The Trump administration will be releasing plans to advocate for a merger between the DOE and DOL. While the policy proposal has not yet been made public, insiders familiar with the proposal describe it as part of the administration’s “government overhaul” activities.
The plan is nothing new. Mick Mulvaney, director of the Office of Management and Budget (OMB), has been working on a reorganization plan for over a year. Mulvaney also heads the Consumer Financial Protection Bureau – a position he was appointed to after publicly expressing on numerous occasions his desire to abolish the agency.
He requested a $0 budget for the agency this year, which he accused of being a Democrat slush fund, and a government version of Yelp (as people report complaints about financial institutions to the agency). (RELATED: White House Official Requests $0 In Funding for Agency Obama Ran as a Democrat ‘Slush Fund’).
Given Mulvaney’s fiscal conservativism, the proposed merger will likely require proposals for massive cost-cutting between the agencies. The OMB said their unreleased proposal would “allow the Federal government to address the educational and skill needs of American students and workers in a coordinated way, eliminating duplication of effort.”

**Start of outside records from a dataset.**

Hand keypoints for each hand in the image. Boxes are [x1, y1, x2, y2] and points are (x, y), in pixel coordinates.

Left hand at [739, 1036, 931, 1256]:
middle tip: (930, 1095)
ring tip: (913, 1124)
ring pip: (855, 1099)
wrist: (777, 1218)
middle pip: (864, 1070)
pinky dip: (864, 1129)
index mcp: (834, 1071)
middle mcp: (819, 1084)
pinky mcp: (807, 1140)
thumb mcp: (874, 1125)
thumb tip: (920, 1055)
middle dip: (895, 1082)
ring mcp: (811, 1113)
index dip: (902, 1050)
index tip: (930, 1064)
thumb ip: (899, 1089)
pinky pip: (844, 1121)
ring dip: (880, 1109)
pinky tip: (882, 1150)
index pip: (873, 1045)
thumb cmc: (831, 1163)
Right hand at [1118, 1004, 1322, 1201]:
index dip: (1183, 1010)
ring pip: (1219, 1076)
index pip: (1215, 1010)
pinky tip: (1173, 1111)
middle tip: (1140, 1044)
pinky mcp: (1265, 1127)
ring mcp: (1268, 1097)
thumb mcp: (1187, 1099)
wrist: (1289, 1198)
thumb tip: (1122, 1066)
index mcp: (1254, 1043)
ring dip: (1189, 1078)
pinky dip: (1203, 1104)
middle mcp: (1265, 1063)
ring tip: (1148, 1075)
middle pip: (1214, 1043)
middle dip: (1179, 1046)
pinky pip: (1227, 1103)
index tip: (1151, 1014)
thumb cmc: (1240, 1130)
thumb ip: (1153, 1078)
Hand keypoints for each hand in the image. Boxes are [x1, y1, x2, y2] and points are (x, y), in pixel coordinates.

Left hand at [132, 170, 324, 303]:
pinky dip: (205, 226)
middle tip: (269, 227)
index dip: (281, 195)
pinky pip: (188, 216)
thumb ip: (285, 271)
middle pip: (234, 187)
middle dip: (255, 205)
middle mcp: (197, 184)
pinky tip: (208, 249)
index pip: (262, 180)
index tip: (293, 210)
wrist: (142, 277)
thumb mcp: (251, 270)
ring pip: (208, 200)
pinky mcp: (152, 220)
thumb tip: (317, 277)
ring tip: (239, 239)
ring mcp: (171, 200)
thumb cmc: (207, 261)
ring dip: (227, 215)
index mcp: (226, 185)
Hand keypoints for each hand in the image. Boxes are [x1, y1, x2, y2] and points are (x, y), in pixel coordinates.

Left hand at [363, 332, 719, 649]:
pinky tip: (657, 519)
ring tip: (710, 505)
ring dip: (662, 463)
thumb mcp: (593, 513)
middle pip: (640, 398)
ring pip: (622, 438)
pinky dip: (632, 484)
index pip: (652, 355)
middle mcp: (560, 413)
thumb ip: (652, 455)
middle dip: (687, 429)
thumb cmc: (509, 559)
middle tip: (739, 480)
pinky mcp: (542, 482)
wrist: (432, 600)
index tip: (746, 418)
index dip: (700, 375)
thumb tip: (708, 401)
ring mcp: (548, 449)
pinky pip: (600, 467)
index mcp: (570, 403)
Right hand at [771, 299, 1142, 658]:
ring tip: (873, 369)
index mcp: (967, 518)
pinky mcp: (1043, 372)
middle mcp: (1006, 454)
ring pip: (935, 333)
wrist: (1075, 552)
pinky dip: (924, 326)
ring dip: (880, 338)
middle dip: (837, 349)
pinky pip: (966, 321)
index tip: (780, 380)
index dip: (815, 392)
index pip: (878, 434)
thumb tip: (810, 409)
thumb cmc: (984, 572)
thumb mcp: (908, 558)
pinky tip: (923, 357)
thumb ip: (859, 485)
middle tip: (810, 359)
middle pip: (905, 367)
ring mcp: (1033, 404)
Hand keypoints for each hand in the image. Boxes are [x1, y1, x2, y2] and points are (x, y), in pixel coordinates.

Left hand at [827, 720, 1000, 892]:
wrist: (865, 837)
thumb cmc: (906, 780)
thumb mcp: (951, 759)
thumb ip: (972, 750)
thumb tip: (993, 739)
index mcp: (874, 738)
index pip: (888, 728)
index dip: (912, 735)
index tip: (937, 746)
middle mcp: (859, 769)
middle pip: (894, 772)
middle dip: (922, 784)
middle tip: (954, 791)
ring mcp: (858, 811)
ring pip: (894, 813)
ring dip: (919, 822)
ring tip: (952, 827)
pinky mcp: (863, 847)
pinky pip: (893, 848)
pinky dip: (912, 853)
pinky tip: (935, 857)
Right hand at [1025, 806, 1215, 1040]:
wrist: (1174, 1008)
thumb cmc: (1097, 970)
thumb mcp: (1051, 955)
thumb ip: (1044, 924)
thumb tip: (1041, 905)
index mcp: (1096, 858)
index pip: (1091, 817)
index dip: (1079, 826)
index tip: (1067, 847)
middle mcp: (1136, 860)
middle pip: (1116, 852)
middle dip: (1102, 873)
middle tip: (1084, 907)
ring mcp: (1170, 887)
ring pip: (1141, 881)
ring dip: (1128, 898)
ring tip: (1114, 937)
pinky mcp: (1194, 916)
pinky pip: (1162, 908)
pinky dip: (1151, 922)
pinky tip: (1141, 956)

And this proposal only exists because back in March 2017, Trump signed an executive order called the “Comprehensive Plan for Reorganizing the Executive Branch.” The order required the OMB to determine whether “some or all of the functions of an agency, a component, or a program are redundant, including with those of another agency, component, or program.”
According to the Daily Caller, “The DOE, which is responsible for federal civil rights laws at schools, federal student loans, and K-12 funding, would be the simplest to liquidate in terms of size — it houses fewer than 4,000 employees and controls a $68-billion budget. Conversely, the DOL, which manages worker training and minimum wage laws, boasts around 15,000 employees, but only has a $13-billion budget.”
Congress has tried at least twice since the 1980s to significantly modify or abolish the Department of Education. Let’s see if the third time’s the charm.
If Trump is able to merge these bloated departments into one, it could help to cut much of the waste that exists in the federal government. Draining the swamp is a great slogan, but it is becoming a reality!